Les jeunes de Cousteau démontrent une sensibilité grandissante aux problèmes environnementaux au fil du temps. Cela se ressent dans leur manière d’agir et d’exprimer leurs pensées. Il n’est pas rare d’entendre un élève rappeler à un autre qu’il serait mieux de se comporter d’une manière écocitoyenne au cas où ce dernier venait à manquer de vigilance. Par exemple, un élève peut rappeler à un autre que même si son repas principal a été sans déchets, son dessert se trouve être un yaourt dans un récipient qui est voué à ne pas être réutilisé, et donc qu’il faudra utiliser de l’énergie pour produire le contenant du prochain dessert et ainsi de suite. D’ailleurs, chaque année, nos jeunes rédigent un nouvel éco-code qui liste une série d’actions à faire ou ne pas faire de manière à préserver intelligemment notre planète et ses habitants.

Nos élèves semblent avoir pris conscience qu’ils sont les acteurs du monde de demain dans lequel leurs aînés ne seront plus. Ce monde leur appartiendra et nous nous efforçons à leur donner un regard objectif quant à leur implication future dans l’avenir de notre planète, de leur planète.

Vous avez également un programme de Web Radio. Pouvez-vous nous en parler ? 

Le programme de web radio revêt plusieurs intérêts. Il est un outil d’apprentissage de la langue orale. Dès le plus jeune âge les élèves peuvent être enregistrés dans le cadre d’émissions. Trop souvent l’enseignement du langage oral est oublié dès lors que les élèves s’en approprient les bases or il est très lié à l’acquisition de la lecture et de l’écriture d’autant plus dans une école internationale. Les émissions de radio sont écrites et les énoncés oraux sont pensés avant d’être dits. La web radio est ainsi un formidable outil pour apprendre à parler, à construire son discours. Par ailleurs, à l’aide des enregistrements, les élèves retravaillent les discours un peu comme nous utiliserions un brouillon pour retravailler un écrit. 

La web radio est aussi un formidable outil de valorisation des travaux réalisés par les élèves, ils sont investis et motivés par l’idée de produire un travail de qualité qui sera publié en ligne. La web radio est également une plage de liberté à laquelle les élèves peuvent avoir accès pour s’exprimer et participer à la vie de l’école. 

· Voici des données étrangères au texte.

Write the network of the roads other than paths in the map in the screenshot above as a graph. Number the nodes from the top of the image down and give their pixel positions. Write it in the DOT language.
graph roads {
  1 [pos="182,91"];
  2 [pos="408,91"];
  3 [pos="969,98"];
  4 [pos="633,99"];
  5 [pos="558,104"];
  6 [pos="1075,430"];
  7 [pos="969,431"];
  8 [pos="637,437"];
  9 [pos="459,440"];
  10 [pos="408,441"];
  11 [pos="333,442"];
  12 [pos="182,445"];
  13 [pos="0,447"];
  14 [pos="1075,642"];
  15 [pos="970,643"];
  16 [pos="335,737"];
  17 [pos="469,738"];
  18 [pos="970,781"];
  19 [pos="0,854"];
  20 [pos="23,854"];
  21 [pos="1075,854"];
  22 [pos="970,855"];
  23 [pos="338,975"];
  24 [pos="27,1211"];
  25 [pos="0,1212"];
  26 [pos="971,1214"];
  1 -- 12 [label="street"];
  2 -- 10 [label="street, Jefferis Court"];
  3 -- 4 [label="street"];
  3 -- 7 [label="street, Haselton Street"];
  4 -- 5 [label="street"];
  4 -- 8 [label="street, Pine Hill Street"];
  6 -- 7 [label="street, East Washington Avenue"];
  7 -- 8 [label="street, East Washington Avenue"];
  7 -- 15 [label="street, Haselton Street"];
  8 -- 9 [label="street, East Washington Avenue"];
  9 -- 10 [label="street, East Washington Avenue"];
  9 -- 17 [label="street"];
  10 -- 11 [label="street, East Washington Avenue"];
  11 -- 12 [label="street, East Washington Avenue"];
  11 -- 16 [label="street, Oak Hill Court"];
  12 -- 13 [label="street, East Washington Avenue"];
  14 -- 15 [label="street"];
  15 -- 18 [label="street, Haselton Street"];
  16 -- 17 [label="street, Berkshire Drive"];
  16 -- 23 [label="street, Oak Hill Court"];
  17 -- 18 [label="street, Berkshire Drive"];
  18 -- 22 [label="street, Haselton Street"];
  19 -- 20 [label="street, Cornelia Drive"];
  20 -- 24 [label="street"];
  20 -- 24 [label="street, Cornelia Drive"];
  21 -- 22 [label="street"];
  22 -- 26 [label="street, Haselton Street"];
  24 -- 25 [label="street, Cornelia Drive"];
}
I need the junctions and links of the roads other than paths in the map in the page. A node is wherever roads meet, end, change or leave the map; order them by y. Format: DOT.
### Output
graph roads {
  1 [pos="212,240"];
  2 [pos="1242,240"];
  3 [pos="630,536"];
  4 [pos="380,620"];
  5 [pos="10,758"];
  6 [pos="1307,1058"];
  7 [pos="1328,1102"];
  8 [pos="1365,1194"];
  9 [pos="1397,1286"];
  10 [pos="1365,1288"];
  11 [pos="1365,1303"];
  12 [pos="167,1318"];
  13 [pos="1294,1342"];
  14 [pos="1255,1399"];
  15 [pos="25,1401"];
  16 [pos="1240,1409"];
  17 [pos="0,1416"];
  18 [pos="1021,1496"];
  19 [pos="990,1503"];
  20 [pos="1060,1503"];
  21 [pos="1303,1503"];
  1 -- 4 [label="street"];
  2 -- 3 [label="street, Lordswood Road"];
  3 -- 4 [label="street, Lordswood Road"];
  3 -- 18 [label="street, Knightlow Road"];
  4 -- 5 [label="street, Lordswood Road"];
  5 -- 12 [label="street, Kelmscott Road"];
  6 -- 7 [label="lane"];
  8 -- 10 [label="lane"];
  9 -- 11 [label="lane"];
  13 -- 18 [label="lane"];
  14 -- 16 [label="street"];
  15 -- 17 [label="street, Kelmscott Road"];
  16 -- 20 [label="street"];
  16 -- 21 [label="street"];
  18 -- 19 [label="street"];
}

Enfin, à Cousteau et dans le cadre de nos actions écologiques, nous utilisons la web radio comme un outil de communication qui permet de réduire la consommation de papier. En effet, les comptes-rendus des réunions ÉcoÉcoles sont enregistrés par les élèves, puis écoutés dans les classes et ceci dans les deux langues en anglais et en français pour valoriser notre bilinguisme et permettre une communication à toute la communauté.